夜の住人 第10話


「はい、あ、そうなんですか?ええ、解りました。はい、すぐに」

内線を切ったスザクに、セシルは何の電話だったの?と尋ねた。

「特派あての荷物が届いているから取りに来てほしいって・・・セシルさん何か買いましたか?」

この階全てが特派の所有となった事で、広い居住エリアを確保できた。だから地上へつながる方とは逆の扉の向こうには、スザク達の生活空間が広がっている。元々ここに住み着いていたロイドとは違い、以前は別の場所に部屋を借りていたスザクとセシルも、今はこの地下空間で生活していた。
だから、セシルとロイドの荷物が教団に届いても何もおかしくはないのだが。

「いえ、私は・・・ロイドさんは?」
「僕は前に買ったコーヒーだけだよ~C.C.じゃないの?」

あるいはL.L.か。
あの二人はよく通販をしていたというから、可能性はある。
だが、もしそうなら事前に一言言ってきそうなものだが・・・。

「でもおかしいよね、もう22時まわってるよぉ?」

こんな時間に宅配?普通午前中か、遅くても17時頃でしょ?こんなに遅い時間は指定しない限り配達しないんじゃないの?

「ですよね・・・お二人に聞いて来ましょうか?」

セシルも困惑しながら頬に手を当てた。
自分たちだけで生活しているならともかく、今はスザク達がいるのだからこの時間に配達を頼む意味はない。もしかして以前の配達設定のまま直していないのか。
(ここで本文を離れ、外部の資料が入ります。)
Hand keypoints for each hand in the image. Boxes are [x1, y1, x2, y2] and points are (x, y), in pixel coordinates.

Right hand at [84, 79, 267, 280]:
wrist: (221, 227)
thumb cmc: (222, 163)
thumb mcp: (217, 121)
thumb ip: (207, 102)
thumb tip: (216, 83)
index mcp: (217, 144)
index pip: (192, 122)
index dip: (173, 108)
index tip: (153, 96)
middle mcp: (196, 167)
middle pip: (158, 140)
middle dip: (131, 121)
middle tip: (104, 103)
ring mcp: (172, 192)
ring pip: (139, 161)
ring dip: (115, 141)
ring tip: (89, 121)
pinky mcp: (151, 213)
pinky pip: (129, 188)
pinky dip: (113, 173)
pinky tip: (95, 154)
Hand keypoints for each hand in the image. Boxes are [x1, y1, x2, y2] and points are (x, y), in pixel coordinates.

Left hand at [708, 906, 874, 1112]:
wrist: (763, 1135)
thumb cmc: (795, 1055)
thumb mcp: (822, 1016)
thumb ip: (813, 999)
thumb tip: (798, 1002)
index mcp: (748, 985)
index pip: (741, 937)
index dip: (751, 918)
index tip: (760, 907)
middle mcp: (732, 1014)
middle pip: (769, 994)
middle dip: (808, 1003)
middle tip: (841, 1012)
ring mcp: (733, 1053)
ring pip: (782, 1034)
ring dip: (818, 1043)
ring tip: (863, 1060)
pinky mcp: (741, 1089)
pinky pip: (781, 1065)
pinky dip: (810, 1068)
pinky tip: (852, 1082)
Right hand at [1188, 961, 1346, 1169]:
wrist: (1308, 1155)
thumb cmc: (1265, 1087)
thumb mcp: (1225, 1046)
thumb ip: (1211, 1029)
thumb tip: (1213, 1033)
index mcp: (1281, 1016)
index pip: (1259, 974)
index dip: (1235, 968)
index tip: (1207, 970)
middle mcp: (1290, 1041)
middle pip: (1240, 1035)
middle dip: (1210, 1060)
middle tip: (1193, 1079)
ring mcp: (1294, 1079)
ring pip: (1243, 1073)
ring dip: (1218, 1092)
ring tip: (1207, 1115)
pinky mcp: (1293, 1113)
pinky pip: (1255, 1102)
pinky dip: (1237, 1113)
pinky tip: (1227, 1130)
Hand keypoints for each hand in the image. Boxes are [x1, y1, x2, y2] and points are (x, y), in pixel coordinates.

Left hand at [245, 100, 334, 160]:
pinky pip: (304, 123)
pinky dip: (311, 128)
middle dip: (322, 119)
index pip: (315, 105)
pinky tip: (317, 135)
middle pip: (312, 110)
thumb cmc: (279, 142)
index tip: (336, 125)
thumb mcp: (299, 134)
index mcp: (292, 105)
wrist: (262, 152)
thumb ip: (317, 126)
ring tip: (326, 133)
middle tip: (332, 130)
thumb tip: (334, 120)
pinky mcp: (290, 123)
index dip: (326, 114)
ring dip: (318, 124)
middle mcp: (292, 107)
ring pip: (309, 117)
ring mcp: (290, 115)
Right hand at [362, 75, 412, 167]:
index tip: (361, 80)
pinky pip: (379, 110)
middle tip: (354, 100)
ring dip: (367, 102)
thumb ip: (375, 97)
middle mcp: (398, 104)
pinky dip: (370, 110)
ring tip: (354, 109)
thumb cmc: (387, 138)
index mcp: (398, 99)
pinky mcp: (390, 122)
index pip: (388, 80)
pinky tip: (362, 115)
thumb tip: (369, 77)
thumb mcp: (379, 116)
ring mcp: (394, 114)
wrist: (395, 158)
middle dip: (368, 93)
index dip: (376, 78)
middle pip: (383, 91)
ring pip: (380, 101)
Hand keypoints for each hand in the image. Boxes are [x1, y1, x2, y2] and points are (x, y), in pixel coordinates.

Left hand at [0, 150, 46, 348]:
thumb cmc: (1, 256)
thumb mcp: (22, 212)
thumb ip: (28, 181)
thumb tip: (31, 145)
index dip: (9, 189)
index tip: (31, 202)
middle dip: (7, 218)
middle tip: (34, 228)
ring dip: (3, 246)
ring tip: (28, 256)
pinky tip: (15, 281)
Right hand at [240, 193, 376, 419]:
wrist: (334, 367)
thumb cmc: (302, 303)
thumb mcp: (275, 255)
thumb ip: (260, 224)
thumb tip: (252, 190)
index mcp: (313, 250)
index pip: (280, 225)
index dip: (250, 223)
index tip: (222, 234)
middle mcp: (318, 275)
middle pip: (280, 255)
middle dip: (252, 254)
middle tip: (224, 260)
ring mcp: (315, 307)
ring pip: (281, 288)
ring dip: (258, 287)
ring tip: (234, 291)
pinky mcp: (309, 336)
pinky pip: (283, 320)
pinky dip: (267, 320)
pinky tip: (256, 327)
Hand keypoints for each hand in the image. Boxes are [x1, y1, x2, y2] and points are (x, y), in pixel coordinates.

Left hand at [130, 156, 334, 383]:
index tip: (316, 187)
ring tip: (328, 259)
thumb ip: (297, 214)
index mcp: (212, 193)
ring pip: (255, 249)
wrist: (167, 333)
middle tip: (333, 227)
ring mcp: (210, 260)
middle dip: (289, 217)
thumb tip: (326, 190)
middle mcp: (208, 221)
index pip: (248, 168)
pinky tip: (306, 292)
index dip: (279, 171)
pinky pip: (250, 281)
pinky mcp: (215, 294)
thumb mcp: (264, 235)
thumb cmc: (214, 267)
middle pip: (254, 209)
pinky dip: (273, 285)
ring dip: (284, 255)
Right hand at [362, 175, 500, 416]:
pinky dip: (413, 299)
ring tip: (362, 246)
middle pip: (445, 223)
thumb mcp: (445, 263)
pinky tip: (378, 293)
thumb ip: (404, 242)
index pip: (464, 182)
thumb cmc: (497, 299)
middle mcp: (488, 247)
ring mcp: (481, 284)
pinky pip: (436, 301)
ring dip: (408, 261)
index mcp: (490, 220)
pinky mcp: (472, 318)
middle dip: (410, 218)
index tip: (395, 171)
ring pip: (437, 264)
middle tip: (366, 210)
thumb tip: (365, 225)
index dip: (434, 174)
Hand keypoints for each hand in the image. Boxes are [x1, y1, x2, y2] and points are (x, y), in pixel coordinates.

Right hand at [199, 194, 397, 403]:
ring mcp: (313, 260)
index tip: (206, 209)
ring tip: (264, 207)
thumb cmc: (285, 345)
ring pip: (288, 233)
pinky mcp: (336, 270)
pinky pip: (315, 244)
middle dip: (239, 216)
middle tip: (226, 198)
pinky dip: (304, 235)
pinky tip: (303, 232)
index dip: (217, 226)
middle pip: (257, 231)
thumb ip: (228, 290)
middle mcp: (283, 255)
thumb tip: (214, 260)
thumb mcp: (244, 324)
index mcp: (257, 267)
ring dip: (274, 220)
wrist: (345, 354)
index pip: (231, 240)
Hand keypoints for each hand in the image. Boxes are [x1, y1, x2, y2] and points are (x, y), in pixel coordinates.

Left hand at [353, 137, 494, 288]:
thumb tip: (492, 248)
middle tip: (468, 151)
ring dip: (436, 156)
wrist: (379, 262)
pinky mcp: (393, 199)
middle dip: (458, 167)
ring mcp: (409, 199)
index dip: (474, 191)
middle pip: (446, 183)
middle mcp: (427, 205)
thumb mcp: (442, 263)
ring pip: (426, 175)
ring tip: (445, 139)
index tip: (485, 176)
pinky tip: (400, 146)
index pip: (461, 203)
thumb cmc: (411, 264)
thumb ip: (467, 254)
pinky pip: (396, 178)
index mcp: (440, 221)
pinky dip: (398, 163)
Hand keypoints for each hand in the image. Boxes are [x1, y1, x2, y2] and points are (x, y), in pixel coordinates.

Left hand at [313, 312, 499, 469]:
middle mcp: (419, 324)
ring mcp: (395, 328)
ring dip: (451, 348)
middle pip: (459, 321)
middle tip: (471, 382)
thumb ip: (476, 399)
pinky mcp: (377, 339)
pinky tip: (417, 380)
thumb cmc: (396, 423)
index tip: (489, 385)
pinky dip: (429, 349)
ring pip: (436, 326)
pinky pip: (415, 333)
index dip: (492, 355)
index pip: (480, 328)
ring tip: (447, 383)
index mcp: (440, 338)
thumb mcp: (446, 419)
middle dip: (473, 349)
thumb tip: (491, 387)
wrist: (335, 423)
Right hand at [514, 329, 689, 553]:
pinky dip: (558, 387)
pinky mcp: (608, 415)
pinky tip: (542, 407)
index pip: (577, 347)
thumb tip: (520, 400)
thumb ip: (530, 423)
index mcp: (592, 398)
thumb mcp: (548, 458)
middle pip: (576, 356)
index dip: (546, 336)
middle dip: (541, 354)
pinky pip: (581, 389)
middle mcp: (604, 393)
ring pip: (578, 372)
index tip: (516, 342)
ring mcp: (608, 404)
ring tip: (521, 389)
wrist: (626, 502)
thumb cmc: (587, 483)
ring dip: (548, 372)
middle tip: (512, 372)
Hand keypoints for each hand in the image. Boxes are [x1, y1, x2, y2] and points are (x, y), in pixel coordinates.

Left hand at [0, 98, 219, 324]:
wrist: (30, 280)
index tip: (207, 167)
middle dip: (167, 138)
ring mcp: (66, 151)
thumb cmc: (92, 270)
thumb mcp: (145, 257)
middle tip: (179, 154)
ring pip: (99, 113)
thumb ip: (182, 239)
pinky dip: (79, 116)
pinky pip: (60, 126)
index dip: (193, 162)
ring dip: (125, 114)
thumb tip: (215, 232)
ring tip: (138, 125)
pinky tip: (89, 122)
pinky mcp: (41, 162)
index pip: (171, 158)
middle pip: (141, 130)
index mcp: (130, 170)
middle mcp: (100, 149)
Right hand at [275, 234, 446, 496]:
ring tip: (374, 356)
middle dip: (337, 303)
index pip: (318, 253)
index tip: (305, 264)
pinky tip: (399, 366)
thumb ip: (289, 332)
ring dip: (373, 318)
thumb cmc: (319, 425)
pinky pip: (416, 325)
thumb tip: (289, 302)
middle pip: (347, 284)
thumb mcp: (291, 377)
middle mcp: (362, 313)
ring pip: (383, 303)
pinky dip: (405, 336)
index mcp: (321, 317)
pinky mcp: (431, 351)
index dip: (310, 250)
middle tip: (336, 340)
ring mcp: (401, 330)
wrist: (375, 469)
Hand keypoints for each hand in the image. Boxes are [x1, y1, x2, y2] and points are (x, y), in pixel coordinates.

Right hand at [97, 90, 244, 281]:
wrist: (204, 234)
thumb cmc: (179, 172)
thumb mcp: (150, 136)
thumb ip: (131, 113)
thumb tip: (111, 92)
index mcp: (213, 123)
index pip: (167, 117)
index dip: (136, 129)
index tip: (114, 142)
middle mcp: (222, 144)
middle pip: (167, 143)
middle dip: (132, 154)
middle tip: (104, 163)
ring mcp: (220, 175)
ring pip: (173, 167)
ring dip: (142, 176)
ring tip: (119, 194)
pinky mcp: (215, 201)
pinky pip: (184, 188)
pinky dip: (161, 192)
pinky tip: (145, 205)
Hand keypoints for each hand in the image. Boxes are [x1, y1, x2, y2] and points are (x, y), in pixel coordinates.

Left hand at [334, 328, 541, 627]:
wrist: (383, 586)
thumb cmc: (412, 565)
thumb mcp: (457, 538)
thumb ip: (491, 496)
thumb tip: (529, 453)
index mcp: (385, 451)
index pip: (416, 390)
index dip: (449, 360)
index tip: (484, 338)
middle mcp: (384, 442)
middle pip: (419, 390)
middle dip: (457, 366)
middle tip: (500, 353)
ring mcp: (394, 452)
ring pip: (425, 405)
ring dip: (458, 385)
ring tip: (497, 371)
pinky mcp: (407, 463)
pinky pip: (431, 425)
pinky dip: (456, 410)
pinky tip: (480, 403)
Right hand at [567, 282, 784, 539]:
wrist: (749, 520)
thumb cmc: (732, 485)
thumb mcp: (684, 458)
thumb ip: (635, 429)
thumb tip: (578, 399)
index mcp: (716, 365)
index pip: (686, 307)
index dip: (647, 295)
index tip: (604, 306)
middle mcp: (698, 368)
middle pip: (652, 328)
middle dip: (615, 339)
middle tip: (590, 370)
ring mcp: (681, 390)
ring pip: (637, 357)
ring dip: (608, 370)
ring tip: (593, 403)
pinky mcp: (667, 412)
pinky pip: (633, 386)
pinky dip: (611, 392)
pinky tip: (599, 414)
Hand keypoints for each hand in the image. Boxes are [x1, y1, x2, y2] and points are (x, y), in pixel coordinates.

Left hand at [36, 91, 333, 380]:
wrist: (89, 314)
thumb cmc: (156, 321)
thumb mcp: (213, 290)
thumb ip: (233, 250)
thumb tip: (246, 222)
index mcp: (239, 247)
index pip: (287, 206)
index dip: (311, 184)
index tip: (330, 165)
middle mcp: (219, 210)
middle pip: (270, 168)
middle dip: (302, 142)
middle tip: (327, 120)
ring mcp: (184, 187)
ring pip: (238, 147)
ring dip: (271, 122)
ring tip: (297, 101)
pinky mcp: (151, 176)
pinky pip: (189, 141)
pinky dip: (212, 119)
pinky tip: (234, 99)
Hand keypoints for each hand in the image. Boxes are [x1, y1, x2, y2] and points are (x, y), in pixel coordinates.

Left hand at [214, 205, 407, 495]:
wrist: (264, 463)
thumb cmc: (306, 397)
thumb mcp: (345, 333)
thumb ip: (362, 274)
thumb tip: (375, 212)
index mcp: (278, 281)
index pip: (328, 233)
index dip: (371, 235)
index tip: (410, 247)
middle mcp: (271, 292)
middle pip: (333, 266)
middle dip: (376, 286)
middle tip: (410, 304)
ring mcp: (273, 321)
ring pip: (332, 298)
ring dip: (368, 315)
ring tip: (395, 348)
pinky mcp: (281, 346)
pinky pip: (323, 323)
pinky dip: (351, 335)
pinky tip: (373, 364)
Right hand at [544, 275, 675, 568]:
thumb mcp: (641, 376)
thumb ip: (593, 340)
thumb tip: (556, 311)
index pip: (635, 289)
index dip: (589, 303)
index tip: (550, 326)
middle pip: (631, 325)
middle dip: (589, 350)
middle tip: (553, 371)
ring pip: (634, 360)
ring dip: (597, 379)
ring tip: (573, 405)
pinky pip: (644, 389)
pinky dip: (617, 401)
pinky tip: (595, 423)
「あ、今日は映画の日なので、もう部屋にこもっているはずです」

吸血鬼の癖に大の吸血鬼マニアのC.C.は、吸血鬼映画を見るために外部情報を遮断しL.L.と二人で部屋にこもる事が多々あった。一度スザクも参加したのだが三流映画は面白くなく、途中で飽きてしまい、二人に話しかけたり、こっそりL.L.の手を握ったり、腰を抱いたり、じっと彼の横顔を見つめていた結果「お前はうるさい!折角の映画が台無しだ!映画を見る気が無いなら入ってくるな!!」とC.C.がブチ切れ、もう二度とお前とは見ないと入室禁止となった。
L.L.もそれに同意を示したし、ロイドとセシルは、あんな映画の何が楽しいのかさっぱり分からず眠ってしまうため、こちらも追い出された。
三流鬼映画を見て、いかに駄目な映画だったのかを語り合う二人の間には、どうあがいても入れないスザクである。

「ちょっと取りに行ってきますね」

確認するより取りに行くほうが早いだろう。
何より、鑑賞を邪魔するとものすごく怒られる。
L.L.に嫌われる事はできるだけ避けたい。

「お願いね、スザク君」

スザクは軽快な足取りで扉の向こうに消えていった。
エリア11の入口には、階段とは別にエレベーターが2基用意されている。このエレベーターは格納庫とは違い、1階とエリア9、10、11に止まるものだった。だからエレベーターに乗ると、時間によっては他の部隊の人間と鉢合わせてしまうため、肩身の狭い異国人であるスザクは鍛錬も兼ねて階段を使用していた。
3段飛ばしで駆けあがると、5分もかからずに1階にでる。11階分駆け上がったにもかかわらず息を乱していないため、誰も掛け登って来たとは思わないだろう。
スザクは巨大な廊下を横断し、フロントへ向かった。
この建物は白を基調としたつくりで、自然光が沢山入るように設計されている。日中は眩しいほどの太陽の光が室内を照らしているが、既に日が落ちた今は人工の明かりが煌々と照らしていた。自然光が入る作りは、太陽が苦手な魔物が侵入しないようにと聞かされていたが、今思えばそんな話あるはずが無かった。
太陽が出ている時間だけ建物内が光に満たされていても意味はない。
太陽を苦手とする種はそもそもそんな時間に出歩かないからだ。
出歩くのは、太陽が沈んでから。
そう、今のような時間に、堂々とこの教団施設内を歩き回るのだ。
・・・彼のように。

「やあスザク君、元気そうだね」

フロント前にいたシュナイゼルは、笑顔でそう言った。